• _WHAT THE TASK ASKS_: Read through the data, and wherever a line holds the word "ring", write that line out.
____________________
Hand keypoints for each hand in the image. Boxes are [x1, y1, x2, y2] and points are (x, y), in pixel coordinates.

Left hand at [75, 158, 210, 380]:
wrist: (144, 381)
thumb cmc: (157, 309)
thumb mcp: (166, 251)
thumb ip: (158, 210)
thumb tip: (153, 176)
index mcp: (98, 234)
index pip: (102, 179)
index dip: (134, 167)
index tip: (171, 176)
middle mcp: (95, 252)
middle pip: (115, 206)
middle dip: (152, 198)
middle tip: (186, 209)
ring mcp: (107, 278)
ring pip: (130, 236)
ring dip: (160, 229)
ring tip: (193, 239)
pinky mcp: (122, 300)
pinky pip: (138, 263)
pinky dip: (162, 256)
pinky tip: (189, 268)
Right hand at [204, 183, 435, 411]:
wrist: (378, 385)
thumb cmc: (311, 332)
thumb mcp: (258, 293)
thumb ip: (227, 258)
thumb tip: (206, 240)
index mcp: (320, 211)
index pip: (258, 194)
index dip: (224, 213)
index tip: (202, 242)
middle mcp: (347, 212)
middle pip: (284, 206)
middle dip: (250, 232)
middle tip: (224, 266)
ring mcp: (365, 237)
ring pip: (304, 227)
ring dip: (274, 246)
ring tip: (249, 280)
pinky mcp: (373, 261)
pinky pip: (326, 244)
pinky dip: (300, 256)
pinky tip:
____________________
• _ANSWER TO THE PROBLEM_:
ring mcp: (107, 278)
ring pip: (130, 236)
ring dip: (160, 229)
ring tip: (193, 239)
ring mcp: (365, 237)
ring pip: (304, 227)
ring dip: (274, 246)
ring tip: (249, 280)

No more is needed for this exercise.